[Gap Analysis] Implement In-House Model Serving Framework

### User Story

> As a developer who has trained a model with AiDotNet, I want to easily deploy it as a high-performance, production-ready REST API, so that I can integrate its predictions into my applications without needing a complex external serving solution.

---

### **Phase 1: Core Server and Model Management**

**Goal:** Create the foundational web server project and the API endpoints for dynamically loading and managing models.

#### **AC 1.1: Create the Serving Project (2 points)**
**Requirement:** Set up a new ASP.NET Core Web API project for the server.

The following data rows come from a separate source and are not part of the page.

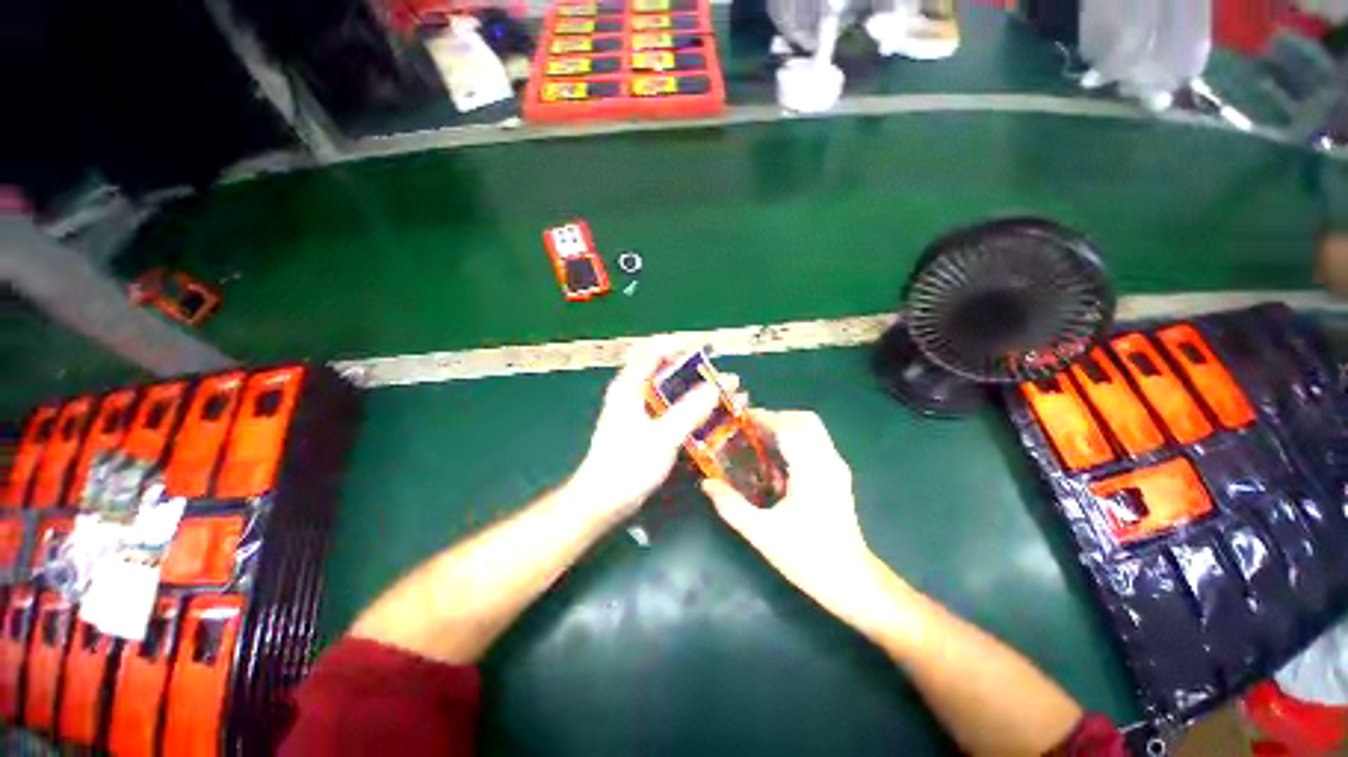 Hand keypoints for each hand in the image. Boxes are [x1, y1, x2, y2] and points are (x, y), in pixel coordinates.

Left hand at [570, 343, 728, 518]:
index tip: (708, 347)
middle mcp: (633, 393)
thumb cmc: (627, 465)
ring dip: (698, 392)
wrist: (602, 500)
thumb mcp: (662, 437)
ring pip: (672, 392)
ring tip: (726, 396)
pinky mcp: (645, 428)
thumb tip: (716, 386)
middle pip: (667, 371)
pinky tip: (711, 417)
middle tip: (724, 378)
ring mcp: (639, 411)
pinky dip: (691, 409)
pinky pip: (672, 410)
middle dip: (697, 373)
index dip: (681, 345)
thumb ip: (689, 411)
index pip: (654, 351)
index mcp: (629, 386)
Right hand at [703, 410, 885, 623]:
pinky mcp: (838, 475)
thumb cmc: (807, 557)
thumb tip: (707, 483)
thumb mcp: (761, 533)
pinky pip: (816, 443)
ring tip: (760, 444)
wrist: (851, 581)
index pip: (788, 427)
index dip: (763, 418)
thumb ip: (730, 506)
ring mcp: (837, 467)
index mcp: (811, 469)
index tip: (739, 420)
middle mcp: (828, 460)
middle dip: (775, 418)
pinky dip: (795, 441)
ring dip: (785, 429)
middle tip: (749, 431)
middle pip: (804, 420)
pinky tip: (777, 464)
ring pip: (812, 429)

-   [ ] Create a new C# project: `src/Serving/AiDotNet.Serving`.
-   [ ] The project must be configured as an ASP.NET Core Web API.
-   [ ] Add necessary project references to the core `AiDotNet` library.

#### **AC 1.2: Implement Model Repository (3 points)**
**Requirement:** Create a thread-safe, singleton service to store and manage loaded models.

-   [ ] Create a new file: `src/Serving/ModelRepository.cs`.
-   [ ] Define a `public class ModelRepository<T>` as a singleton service.
-   [ ] It must contain a private `ConcurrentDictionary<string, IModel<T>>` to store the loaded models, mapping a model name to the model instance.
-   [ ] Implement methods: `AddModel(string name, IModel<T> model)`, `GetModel(string name)`, and `RemoveModel(string name)`.

#### **AC 1.3: Create Model Management API (5 points)**
**Requirement:** Create an ASP.NET controller with endpoints to manage the models in the repository.

-   [ ] Create a new controller: `src/Serving/Controllers/ModelsController.cs`.
-   [ ] **`POST /models` Endpoint:**
    -   [ ] This endpoint will accept a request body containing a `model_name` and a `model_path`.
    -   [ ] It must load a saved AiDotNet model from the `model_path` using the library's existing deserialization logic.
    -   [ ] It will then add the loaded model to the `ModelRepository` with the given name.
-   [ ] **`GET /models` Endpoint:**
    -   [ ] This endpoint will return a list of the names of all currently loaded models from the `ModelRepository`.
-   [ ] **`DELETE /models/{model_name}` Endpoint:**
    -   [ ] This endpoint will remove the specified model from the `ModelRepository`.

---

### **Phase 2: High-Performance Inference Endpoint**

**Goal:** Implement the `/predict` endpoint with dynamic request batching to maximize throughput.

#### **AC 2.1: Implement Request Batching Service (13 points)**
**Requirement:** Create the core service that collects, batches, and processes inference requests.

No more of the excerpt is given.